Sur un marché mondial du charbon dominé par le géant chinois (Pékin est le premier producteur avec 3 747 millions de tonnes et le premier consommateur), les États-Unis conservent la deuxième place (812 millions de tonnes) et la troisième en termes de consommation, derrière la Chine et l’Inde.

La croissance de la production de charbon aux États-Unis a enregistré une rupture claire à partir de 2008. Si la politique d’Obama n’a pas été en faveur de ce secteur, cette diminution s’explique en grande partie par la dynamique des prix bas du gaz naturel qui a favorisé son utilisation, notamment pour la production d’électricité, au détriment du charbon. Le gaz est un combustible économiquement plus flexible, répondant mieux aux évolutions du marché.

Avec la nouvelle administration en place à Washington, le secteur du charbon fournit une bonne illustration des nombreuses dérégulations annoncées par Trump, cette industrie ayant fait l’objet de réglementations récemment proposées ou votées par l’administration Obama.

EIA, Author provided

Un charbon « propre » ?

Donald Trump a fait de la question houillère une priorité de sa campagne, se targuant de pouvoir relancer des territoires soumis à un large mouvement de désindustrialisation. L’objectif de sa politique vise à redynamiser des régions (Wyoming, Illinois, Kentucky, Pennsylvanie et Virginie-Occidentale) devenues fantômes avec le déclin de l’industrie minière, en favorisant la création d’emploi tout en renforçant la sécurité énergétique du pays.

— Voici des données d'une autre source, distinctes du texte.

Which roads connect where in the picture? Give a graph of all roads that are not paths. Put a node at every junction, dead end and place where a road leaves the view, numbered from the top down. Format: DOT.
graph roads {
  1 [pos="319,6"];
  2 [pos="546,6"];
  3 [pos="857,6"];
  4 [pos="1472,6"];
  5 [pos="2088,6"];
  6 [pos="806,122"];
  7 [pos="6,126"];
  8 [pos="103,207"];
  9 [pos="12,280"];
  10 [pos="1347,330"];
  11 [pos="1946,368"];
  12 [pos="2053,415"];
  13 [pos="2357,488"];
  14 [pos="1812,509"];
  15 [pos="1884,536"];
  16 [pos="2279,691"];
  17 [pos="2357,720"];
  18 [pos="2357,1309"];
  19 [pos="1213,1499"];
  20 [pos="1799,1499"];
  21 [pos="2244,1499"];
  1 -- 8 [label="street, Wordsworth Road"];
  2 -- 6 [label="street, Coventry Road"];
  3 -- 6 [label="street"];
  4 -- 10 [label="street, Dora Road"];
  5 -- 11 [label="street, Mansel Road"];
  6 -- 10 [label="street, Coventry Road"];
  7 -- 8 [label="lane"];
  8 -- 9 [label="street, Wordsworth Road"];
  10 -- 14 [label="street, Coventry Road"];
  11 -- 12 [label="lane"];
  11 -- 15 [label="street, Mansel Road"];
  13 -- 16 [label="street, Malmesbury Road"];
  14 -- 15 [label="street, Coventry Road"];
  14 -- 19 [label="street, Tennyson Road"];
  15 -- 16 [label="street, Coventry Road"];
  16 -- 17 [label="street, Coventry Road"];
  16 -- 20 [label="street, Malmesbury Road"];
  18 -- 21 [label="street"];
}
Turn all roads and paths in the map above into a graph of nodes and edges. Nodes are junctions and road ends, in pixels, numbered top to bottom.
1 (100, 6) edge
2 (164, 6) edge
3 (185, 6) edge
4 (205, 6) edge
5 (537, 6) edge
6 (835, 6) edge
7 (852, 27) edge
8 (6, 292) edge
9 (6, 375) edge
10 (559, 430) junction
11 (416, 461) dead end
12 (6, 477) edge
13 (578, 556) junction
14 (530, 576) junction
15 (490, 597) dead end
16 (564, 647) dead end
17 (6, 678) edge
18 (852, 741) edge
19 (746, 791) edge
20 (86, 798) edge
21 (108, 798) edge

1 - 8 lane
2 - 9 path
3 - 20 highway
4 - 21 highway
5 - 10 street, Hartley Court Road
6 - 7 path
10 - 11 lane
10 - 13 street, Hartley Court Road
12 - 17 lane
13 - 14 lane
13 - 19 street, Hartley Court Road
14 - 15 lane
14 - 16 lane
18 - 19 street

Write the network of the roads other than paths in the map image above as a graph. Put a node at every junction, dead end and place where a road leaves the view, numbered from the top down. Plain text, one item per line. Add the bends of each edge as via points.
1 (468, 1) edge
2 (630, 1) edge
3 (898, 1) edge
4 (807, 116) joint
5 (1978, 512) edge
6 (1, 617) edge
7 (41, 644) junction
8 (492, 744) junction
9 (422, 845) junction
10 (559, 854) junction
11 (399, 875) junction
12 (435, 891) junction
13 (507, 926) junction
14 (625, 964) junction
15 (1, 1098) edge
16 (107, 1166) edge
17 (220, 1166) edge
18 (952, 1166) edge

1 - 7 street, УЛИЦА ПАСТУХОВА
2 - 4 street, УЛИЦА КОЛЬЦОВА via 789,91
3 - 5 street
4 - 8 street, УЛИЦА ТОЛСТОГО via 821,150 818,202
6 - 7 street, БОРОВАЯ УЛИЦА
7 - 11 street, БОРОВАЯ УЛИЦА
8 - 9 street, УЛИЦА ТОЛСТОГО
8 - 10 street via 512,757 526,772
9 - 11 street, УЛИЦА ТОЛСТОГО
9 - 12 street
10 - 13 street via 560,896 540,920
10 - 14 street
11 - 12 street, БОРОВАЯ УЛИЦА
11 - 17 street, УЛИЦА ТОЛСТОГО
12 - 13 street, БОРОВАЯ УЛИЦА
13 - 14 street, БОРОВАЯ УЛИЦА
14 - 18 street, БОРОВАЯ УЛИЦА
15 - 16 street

Carte de la production de charbon par État en 2006 (en millions de tonnes). US Census Bureau

Dans son plan America First Energy, le 45e président des États-Unis s’est ainsi engagé à relancer l’économie du charbon et à le rendre plus propre en développant les technologies de capture et de stockage du CO2 (CCS). Ces technologies – aujourd’hui encore extrêmement coûteuses et peu industrialisées – consistent à récupérer localement les émissions de CO2 issues des centrales pour les revaloriser ou les stocker.

La filière du CCS demeure naissante et dépendante de l’émergence d’un modèle économique pertinent. Malgré une longue expérience (notamment dans la récupération assistée d’hydrocarbures par injection de CO₂) et des investissements fédéraux d’environ 200 milliards de dollars depuis 2010, le développement et l’amélioration de ces technologies restent encore limités.

Il est d’autre part particulièrement difficile de comprendre la stratégie de Trump : stimuler la filière du CCS aux États-Unis passera en partie par une réglementation plus poussée en matière d’émissions de CO2, nécessaire pour stimuler l’innovation et créer un véritable cadre économique. Vouloir à la fois redynamiser la production de charbon et la filière CCS semble ainsi contradictoire. Et une simple question de timing se pose : financer la réouverture des mines de charbon pourrait se réaliser à court terme, mais stimuler l’innovation et développer une filière du CCS aux États-Unis restera forcément un exercice beaucoup plus long.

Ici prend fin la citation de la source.